### WHAT IS BEING ASKED
Write every entry out again with no changes, and leave the images behind.

### Stored entries
^^^^^^^^^^^^^^^^
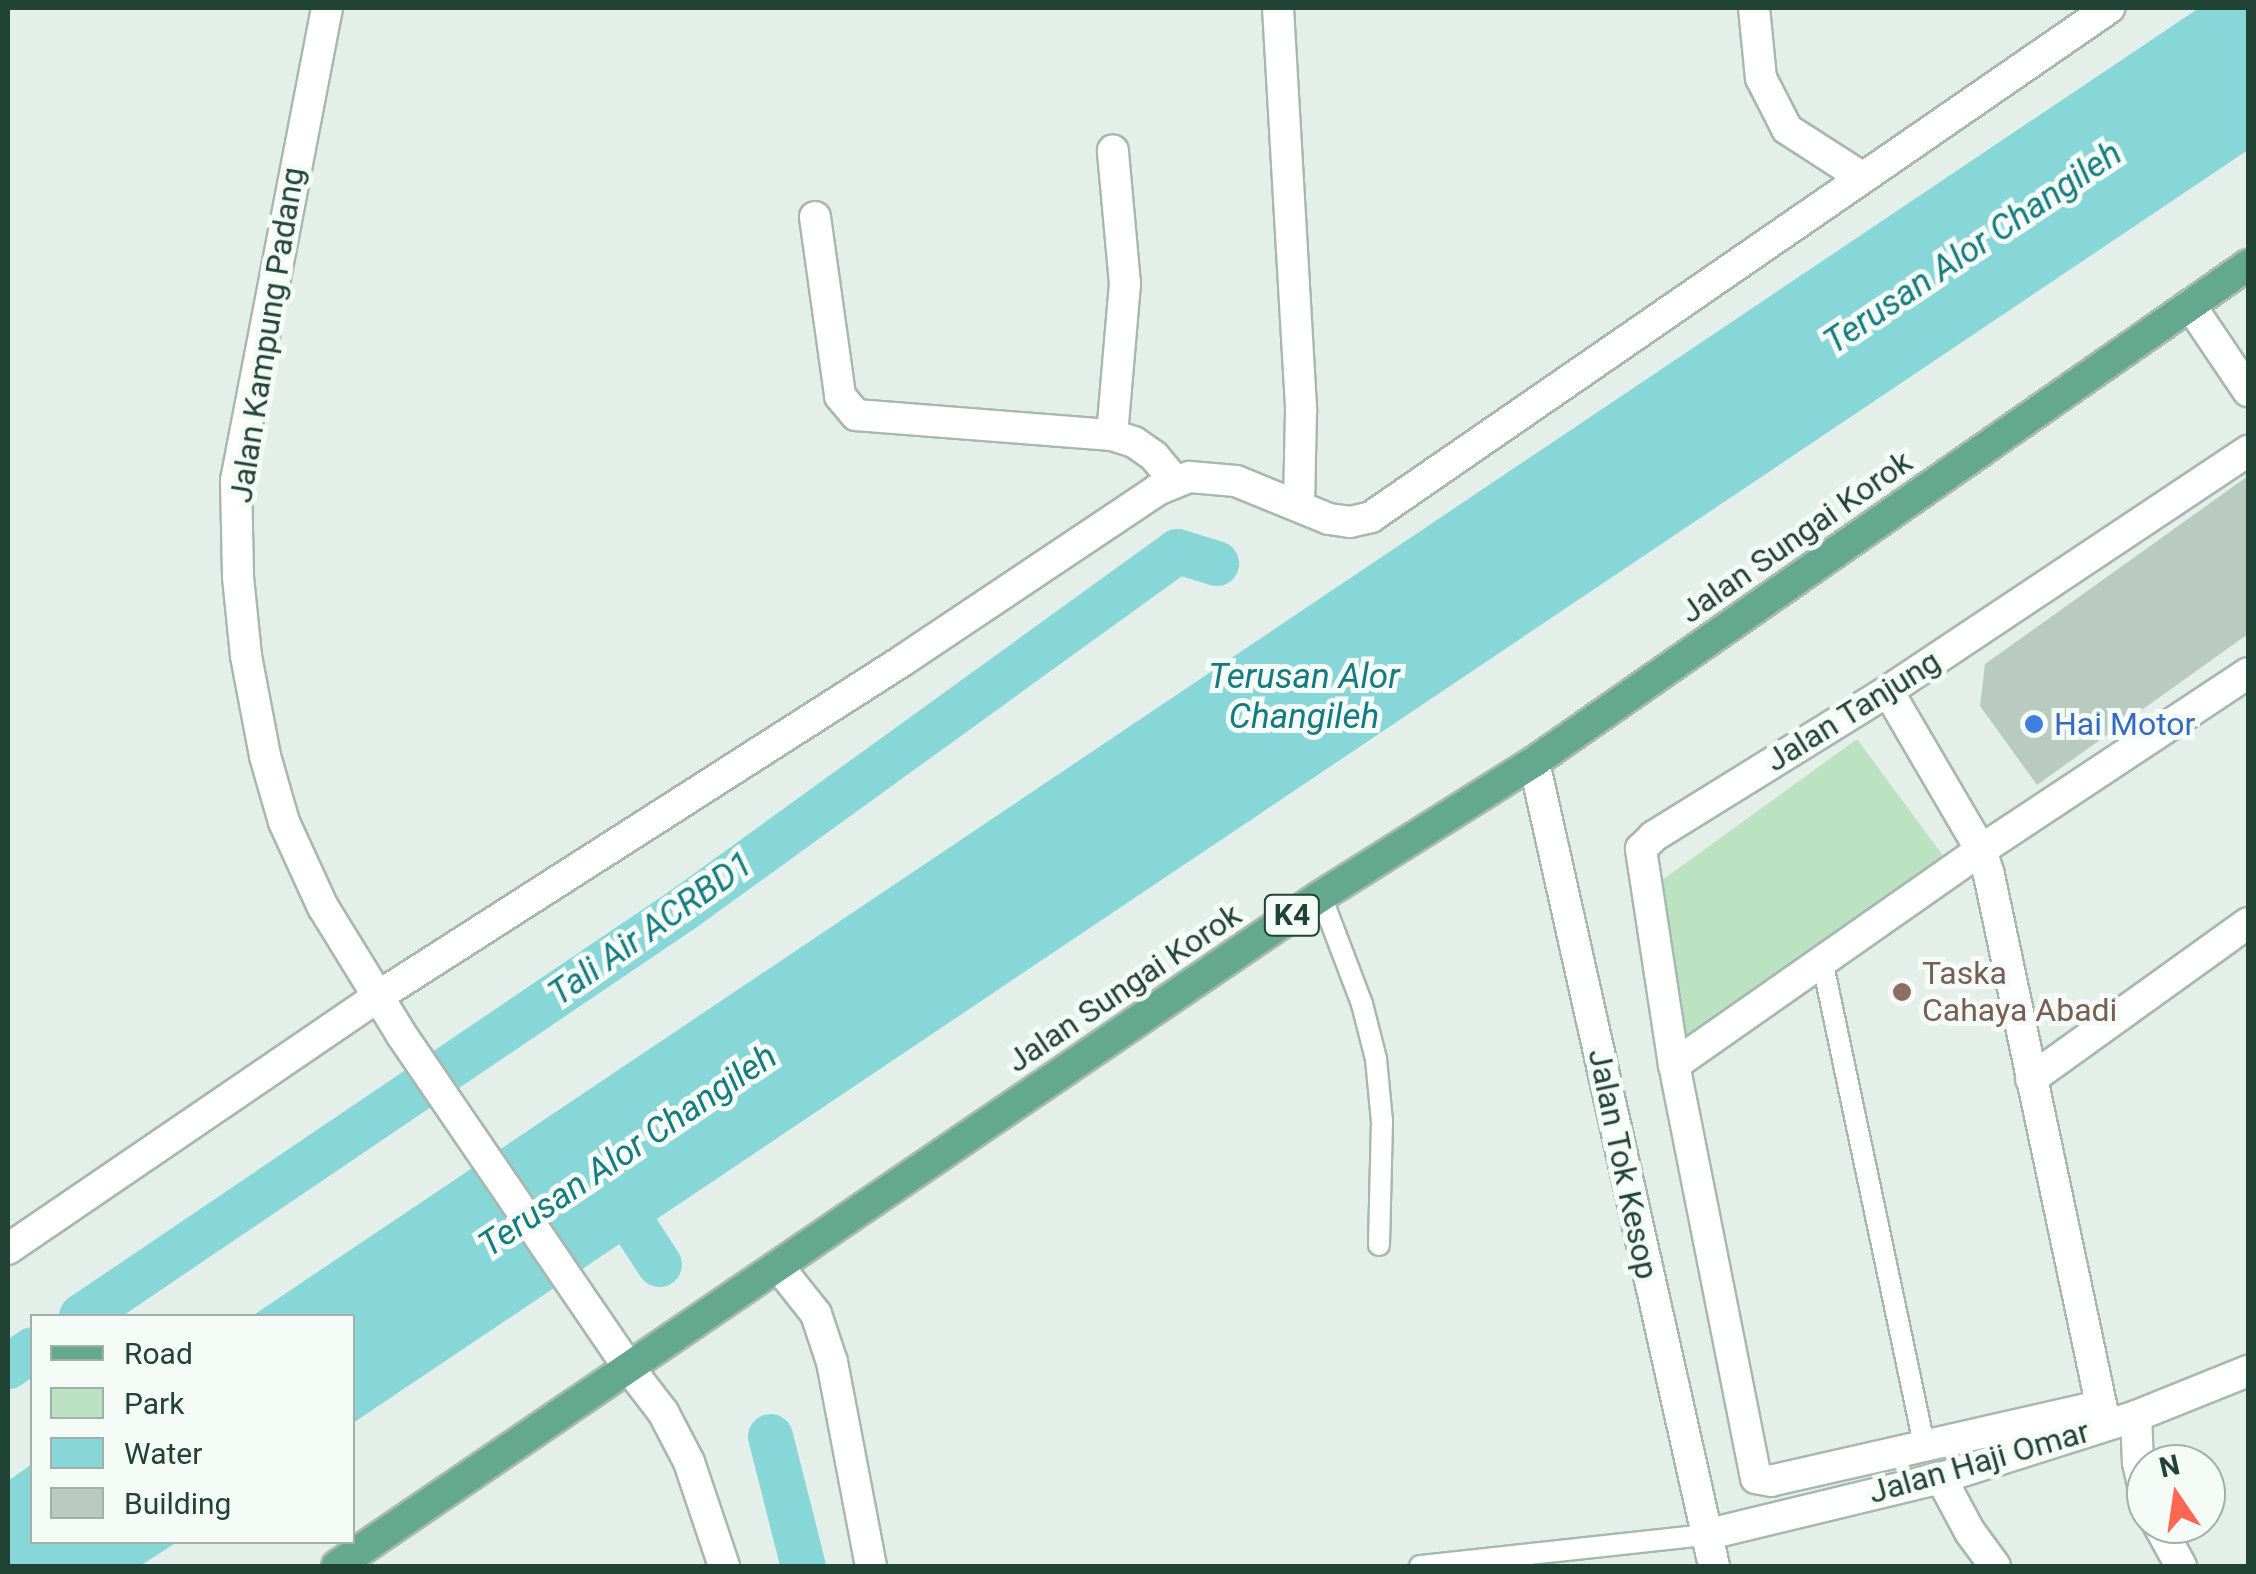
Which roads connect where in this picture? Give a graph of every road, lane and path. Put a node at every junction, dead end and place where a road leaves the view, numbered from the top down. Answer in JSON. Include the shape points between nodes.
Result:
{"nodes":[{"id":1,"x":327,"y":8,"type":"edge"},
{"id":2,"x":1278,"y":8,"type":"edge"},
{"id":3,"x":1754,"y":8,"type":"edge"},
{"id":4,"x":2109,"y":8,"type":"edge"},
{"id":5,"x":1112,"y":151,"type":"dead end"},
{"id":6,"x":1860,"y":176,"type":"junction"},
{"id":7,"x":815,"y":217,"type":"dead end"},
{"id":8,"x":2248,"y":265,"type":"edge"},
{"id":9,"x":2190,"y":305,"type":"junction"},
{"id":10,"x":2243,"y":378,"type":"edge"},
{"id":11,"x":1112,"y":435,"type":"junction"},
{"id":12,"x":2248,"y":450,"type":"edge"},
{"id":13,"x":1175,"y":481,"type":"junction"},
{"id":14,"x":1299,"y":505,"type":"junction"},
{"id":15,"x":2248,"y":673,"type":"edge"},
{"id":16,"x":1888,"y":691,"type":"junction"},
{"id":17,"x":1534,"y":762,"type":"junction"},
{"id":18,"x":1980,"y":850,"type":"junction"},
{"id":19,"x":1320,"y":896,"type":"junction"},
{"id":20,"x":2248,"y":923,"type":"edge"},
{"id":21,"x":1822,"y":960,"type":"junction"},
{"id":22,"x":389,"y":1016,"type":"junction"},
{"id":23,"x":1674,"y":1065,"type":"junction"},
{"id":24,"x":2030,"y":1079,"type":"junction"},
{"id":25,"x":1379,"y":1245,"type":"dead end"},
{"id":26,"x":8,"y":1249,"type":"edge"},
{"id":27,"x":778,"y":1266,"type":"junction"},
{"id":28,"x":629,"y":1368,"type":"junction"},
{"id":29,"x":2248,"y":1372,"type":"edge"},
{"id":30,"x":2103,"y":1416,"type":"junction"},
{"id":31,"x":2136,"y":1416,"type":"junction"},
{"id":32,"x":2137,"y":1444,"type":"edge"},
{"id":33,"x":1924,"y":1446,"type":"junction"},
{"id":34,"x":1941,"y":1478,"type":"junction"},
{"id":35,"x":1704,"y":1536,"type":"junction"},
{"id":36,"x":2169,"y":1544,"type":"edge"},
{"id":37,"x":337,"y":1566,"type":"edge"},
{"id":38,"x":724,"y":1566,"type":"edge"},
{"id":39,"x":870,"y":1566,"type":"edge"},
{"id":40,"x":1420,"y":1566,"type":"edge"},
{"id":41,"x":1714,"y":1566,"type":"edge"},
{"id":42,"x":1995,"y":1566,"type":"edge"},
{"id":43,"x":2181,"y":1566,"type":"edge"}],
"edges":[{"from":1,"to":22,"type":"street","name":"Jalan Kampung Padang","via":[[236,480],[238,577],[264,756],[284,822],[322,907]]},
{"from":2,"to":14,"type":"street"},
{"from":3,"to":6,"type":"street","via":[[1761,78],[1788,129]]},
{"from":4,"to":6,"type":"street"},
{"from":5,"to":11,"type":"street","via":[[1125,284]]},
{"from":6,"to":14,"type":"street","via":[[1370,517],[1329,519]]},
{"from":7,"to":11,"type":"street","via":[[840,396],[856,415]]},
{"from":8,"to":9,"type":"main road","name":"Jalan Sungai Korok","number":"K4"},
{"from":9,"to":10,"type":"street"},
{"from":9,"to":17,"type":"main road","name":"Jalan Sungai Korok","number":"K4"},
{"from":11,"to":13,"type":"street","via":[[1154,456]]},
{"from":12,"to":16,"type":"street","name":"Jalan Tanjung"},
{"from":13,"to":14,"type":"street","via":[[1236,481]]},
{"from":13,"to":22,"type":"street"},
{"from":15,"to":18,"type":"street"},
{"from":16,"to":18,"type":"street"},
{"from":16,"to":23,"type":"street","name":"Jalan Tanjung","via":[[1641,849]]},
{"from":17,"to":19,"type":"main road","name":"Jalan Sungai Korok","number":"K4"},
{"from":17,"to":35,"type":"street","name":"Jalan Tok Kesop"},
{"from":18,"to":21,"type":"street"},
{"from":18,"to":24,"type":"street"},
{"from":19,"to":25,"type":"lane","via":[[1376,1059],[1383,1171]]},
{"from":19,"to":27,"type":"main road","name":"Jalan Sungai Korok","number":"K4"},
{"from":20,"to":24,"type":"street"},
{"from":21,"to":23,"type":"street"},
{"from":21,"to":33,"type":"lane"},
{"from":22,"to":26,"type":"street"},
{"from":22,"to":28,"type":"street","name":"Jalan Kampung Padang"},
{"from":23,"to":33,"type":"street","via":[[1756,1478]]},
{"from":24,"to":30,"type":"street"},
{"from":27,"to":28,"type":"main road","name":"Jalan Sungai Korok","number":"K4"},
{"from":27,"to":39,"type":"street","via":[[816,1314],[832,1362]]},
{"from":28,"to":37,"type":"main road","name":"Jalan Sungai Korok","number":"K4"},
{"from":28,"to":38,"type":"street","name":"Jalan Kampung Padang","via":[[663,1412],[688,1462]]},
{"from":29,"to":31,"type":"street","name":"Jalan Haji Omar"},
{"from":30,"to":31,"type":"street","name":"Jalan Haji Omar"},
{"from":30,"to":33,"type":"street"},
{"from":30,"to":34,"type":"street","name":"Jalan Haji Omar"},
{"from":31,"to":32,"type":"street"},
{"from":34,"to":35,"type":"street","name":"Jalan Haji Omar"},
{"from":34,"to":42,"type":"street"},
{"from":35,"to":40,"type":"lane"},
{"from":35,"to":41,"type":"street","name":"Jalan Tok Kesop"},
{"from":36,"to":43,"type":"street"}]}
^^^^^^^^^^^^^^^^
### OUTPUT FOR THIS EXERCISE
Which roads connect where in this picture? Give a graph of every road, lane and path. Put a node at every junction, dead end and place where a road leaves the view, numbered from the top down. Answer in JSON. Include the shape points between nodes.
Result:
{"nodes":[{"id":1,"x":327,"y":8,"type":"edge"},
{"id":2,"x":1278,"y":8,"type":"edge"},
{"id":3,"x":1754,"y":8,"type":"edge"},
{"id":4,"x":2109,"y":8,"type":"edge"},
{"id":5,"x":1112,"y":151,"type":"dead end"},
{"id":6,"x":1860,"y":176,"type":"junction"},
{"id":7,"x":815,"y":217,"type":"dead end"},
{"id":8,"x":2248,"y":265,"type":"edge"},
{"id":9,"x":2190,"y":305,"type":"junction"},
{"id":10,"x":2243,"y":378,"type":"edge"},
{"id":11,"x":1112,"y":435,"type":"junction"},
{"id":12,"x":2248,"y":450,"type":"edge"},
{"id":13,"x":1175,"y":481,"type":"junction"},
{"id":14,"x":1299,"y":505,"type":"junction"},
{"id":15,"x":2248,"y":673,"type":"edge"},
{"id":16,"x":1888,"y":691,"type":"junction"},
{"id":17,"x":1534,"y":762,"type":"junction"},
{"id":18,"x":1980,"y":850,"type":"junction"},
{"id":19,"x":1320,"y":896,"type":"junction"},
{"id":20,"x":2248,"y":923,"type":"edge"},
{"id":21,"x":1822,"y":960,"type":"junction"},
{"id":22,"x":389,"y":1016,"type":"junction"},
{"id":23,"x":1674,"y":1065,"type":"junction"},
{"id":24,"x":2030,"y":1079,"type":"junction"},
{"id":25,"x":1379,"y":1245,"type":"dead end"},
{"id":26,"x":8,"y":1249,"type":"edge"},
{"id":27,"x":778,"y":1266,"type":"junction"},
{"id":28,"x":629,"y":1368,"type":"junction"},
{"id":29,"x":2248,"y":1372,"type":"edge"},
{"id":30,"x":2103,"y":1416,"type":"junction"},
{"id":31,"x":2136,"y":1416,"type":"junction"},
{"id":32,"x":2137,"y":1444,"type":"edge"},
{"id":33,"x":1924,"y":1446,"type":"junction"},
{"id":34,"x":1941,"y":1478,"type":"junction"},
{"id":35,"x":1704,"y":1536,"type":"junction"},
{"id":36,"x":2169,"y":1544,"type":"edge"},
{"id":37,"x":337,"y":1566,"type":"edge"},
{"id":38,"x":724,"y":1566,"type":"edge"},
{"id":39,"x":870,"y":1566,"type":"edge"},
{"id":40,"x":1420,"y":1566,"type":"edge"},
{"id":41,"x":1714,"y":1566,"type":"edge"},
{"id":42,"x":1995,"y":1566,"type":"edge"},
{"id":43,"x":2181,"y":1566,"type":"edge"}],
"edges":[{"from":1,"to":22,"type":"street","name":"Jalan Kampung Padang","via":[[236,480],[238,577],[264,756],[284,822],[322,907]]},
{"from":2,"to":14,"type":"street"},
{"from":3,"to":6,"type":"street","via":[[1761,78],[1788,129]]},
{"from":4,"to":6,"type":"street"},
{"from":5,"to":11,"type":"street","via":[[1125,284]]},
{"from":6,"to":14,"type":"street","via":[[1370,517],[1329,519]]},
{"from":7,"to":11,"type":"street","via":[[840,396],[856,415]]},
{"from":8,"to":9,"type":"main road","name":"Jalan Sungai Korok","number":"K4"},
{"from":9,"to":10,"type":"street"},
{"from":9,"to":17,"type":"main road","name":"Jalan Sungai Korok","number":"K4"},
{"from":11,"to":13,"type":"street","via":[[1154,456]]},
{"from":12,"to":16,"type":"street","name":"Jalan Tanjung"},
{"from":13,"to":14,"type":"street","via":[[1236,481]]},
{"from":13,"to":22,"type":"street"},
{"from":15,"to":18,"type":"street"},
{"from":16,"to":18,"type":"street"},
{"from":16,"to":23,"type":"street","name":"Jalan Tanjung","via":[[1641,849]]},
{"from":17,"to":19,"type":"main road","name":"Jalan Sungai Korok","number":"K4"},
{"from":17,"to":35,"type":"street","name":"Jalan Tok Kesop"},
{"from":18,"to":21,"type":"street"},
{"from":18,"to":24,"type":"street"},
{"from":19,"to":25,"type":"lane","via":[[1376,1059],[1383,1171]]},
{"from":19,"to":27,"type":"main road","name":"Jalan Sungai Korok","number":"K4"},
{"from":20,"to":24,"type":"street"},
{"from":21,"to":23,"type":"street"},
{"from":21,"to":33,"type":"lane"},
{"from":22,"to":26,"type":"street"},
{"from":22,"to":28,"type":"street","name":"Jalan Kampung Padang"},
{"from":23,"to":33,"type":"street","via":[[1756,1478]]},
{"from":24,"to":30,"type":"street"},
{"from":27,"to":28,"type":"main road","name":"Jalan Sungai Korok","number":"K4"},
{"from":27,"to":39,"type":"street","via":[[816,1314],[832,1362]]},
{"from":28,"to":37,"type":"main road","name":"Jalan Sungai Korok","number":"K4"},
{"from":28,"to":38,"type":"street","name":"Jalan Kampung Padang","via":[[663,1412],[688,1462]]},
{"from":29,"to":31,"type":"street","name":"Jalan Haji Omar"},
{"from":30,"to":31,"type":"street","name":"Jalan Haji Omar"},
{"from":30,"to":33,"type":"street"},
{"from":30,"to":34,"type":"street","name":"Jalan Haji Omar"},
{"from":31,"to":32,"type":"street"},
{"from":34,"to":35,"type":"street","name":"Jalan Haji Omar"},
{"from":34,"to":42,"type":"street"},
{"from":35,"to":40,"type":"lane"},
{"from":35,"to":41,"type":"street","name":"Jalan Tok Kesop"},
{"from":36,"to":43,"type":"street"}]}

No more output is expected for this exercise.